What Is an ADU and Should I Have One?

ADU Featured Image

As a California resident, you’re likely aware of the dramatic housing crisis. Despite the state’s slowly declining population, California is in desperate need of housing options across many of its top cities and counties. 

According to state officials, California would need to build 180,000 new housing units each year to meet the demand. At best, the state is building about half of that number, resulting in a continuous housing crisis. 

One of the best potential solutions for this crisis is the construction of individual accessory dwelling units (ADUs). These on-property additions provide an excellent opportunity to house additional California residents, as well as beloved family members like your elderly mom and pop. 

Often referred to as “granny flats” or “backyard cottages,” ADUs can be located either within the main structure or as separate structures on the same property. Their versatility and cost-efficiency make them a flexible option for families and renters alike. 

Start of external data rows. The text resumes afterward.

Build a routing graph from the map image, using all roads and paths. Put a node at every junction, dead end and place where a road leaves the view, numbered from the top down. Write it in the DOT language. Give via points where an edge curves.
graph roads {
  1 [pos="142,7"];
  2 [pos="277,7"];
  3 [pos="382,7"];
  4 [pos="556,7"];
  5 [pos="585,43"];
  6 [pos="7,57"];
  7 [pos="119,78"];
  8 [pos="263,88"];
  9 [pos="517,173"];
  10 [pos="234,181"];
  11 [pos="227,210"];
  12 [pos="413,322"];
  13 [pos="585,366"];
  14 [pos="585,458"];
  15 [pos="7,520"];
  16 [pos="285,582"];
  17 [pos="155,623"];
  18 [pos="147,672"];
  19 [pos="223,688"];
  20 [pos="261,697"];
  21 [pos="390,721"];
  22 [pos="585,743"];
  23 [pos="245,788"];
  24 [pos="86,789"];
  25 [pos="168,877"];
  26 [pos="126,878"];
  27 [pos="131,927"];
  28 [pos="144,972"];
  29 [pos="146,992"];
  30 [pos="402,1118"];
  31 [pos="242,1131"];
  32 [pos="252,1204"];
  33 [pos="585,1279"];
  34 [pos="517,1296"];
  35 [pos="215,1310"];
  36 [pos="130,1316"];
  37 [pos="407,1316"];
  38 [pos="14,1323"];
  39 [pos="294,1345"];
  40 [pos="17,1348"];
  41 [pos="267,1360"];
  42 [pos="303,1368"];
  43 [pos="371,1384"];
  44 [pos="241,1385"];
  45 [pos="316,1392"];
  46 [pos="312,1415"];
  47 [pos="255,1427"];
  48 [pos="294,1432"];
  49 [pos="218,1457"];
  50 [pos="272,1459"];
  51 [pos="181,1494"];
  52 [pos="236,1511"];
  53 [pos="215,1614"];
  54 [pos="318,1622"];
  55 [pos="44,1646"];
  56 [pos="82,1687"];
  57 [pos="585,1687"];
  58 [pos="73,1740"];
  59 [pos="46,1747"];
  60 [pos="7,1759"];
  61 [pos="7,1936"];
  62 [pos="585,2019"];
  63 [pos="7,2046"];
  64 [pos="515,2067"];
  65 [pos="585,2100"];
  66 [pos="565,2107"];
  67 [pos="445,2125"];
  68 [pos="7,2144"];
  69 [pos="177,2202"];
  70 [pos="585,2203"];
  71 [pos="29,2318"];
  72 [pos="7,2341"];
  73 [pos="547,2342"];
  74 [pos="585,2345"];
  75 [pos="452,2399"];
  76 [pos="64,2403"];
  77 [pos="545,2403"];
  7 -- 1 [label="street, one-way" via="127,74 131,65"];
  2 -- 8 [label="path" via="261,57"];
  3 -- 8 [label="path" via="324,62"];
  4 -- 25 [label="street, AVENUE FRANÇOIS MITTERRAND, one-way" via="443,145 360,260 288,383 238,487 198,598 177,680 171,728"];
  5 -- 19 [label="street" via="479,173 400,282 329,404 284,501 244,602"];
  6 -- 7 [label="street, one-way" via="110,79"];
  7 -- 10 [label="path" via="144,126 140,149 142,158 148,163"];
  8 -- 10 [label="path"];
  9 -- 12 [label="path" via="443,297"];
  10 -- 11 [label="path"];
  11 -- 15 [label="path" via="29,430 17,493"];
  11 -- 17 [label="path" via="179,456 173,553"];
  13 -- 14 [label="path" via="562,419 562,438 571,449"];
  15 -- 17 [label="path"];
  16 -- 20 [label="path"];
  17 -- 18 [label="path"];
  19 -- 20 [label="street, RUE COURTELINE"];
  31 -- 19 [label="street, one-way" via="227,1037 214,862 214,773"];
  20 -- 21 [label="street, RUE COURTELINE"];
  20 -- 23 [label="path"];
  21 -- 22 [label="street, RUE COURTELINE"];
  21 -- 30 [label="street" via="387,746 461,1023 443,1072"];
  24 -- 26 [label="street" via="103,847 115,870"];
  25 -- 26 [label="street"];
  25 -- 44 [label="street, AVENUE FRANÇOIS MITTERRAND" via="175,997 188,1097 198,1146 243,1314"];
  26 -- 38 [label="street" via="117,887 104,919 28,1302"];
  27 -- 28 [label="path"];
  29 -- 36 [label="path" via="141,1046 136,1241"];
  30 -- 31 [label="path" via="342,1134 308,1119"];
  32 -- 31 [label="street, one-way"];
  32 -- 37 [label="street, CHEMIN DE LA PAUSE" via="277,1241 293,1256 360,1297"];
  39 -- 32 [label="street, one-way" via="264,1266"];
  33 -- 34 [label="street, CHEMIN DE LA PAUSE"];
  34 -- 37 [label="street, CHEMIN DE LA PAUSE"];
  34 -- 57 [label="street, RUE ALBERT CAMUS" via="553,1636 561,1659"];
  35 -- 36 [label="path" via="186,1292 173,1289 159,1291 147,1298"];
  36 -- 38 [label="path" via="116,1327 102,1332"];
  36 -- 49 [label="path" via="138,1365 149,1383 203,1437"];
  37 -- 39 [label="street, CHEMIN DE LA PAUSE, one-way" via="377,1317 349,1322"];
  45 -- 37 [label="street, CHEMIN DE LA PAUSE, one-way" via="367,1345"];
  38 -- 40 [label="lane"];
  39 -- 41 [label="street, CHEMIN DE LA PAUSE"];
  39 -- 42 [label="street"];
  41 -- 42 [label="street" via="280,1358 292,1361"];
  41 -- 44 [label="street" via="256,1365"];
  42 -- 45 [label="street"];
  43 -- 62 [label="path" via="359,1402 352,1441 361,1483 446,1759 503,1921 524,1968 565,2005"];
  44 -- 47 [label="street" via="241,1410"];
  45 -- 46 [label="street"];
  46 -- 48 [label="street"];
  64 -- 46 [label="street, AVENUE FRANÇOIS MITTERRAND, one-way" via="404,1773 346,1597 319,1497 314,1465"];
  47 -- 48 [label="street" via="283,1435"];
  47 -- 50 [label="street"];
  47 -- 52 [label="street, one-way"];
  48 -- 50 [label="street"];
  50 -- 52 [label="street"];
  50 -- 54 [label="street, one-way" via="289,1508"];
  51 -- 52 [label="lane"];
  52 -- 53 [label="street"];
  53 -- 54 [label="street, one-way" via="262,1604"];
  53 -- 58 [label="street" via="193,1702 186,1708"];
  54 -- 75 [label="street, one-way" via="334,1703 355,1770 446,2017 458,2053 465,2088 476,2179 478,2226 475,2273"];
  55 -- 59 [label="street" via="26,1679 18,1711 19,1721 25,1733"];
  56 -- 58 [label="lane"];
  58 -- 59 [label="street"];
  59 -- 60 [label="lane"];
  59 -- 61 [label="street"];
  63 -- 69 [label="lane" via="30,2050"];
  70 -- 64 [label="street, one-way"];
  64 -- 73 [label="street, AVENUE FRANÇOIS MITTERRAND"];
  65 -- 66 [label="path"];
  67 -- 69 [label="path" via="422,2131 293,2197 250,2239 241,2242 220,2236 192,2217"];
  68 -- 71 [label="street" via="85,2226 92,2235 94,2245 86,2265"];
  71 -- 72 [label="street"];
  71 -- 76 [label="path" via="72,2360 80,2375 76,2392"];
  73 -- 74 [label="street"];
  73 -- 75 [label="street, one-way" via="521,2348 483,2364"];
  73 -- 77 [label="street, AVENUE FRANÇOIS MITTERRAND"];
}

Of course, navigating the ADU construction process isn’t always simple. There are various regulations and requirements to consider – and should you decide to build one, you’ll need to do everything by the book. 

In this guide, we’re providing a comprehensive overview of ADUs in California, including the benefits, regulations, and financing options. Let’s take a look. 

What Is an ADU?

accessory dwelling unit

Accessory dwelling unit (ADU) is the official term for any type of secondary living unit or apartment that you plan to add to your property in addition to your primary home. However, ADUs go by many different names throughout the U.S., including… 

  • Guesthouse
  • Secondary suites
  • Granny flats
  • In-law suites 
  • Pool House

ADUs can be converted portions of existing homes, additions to new or existing homes, or new stand-alone accessory structures. They can also be converted into portions of existing stand-alone accessory structures.

Many Californians choose to convert their garage into an attached separate living unit. Others transform basements or add an above-garage space, which makes use of already existing buildings.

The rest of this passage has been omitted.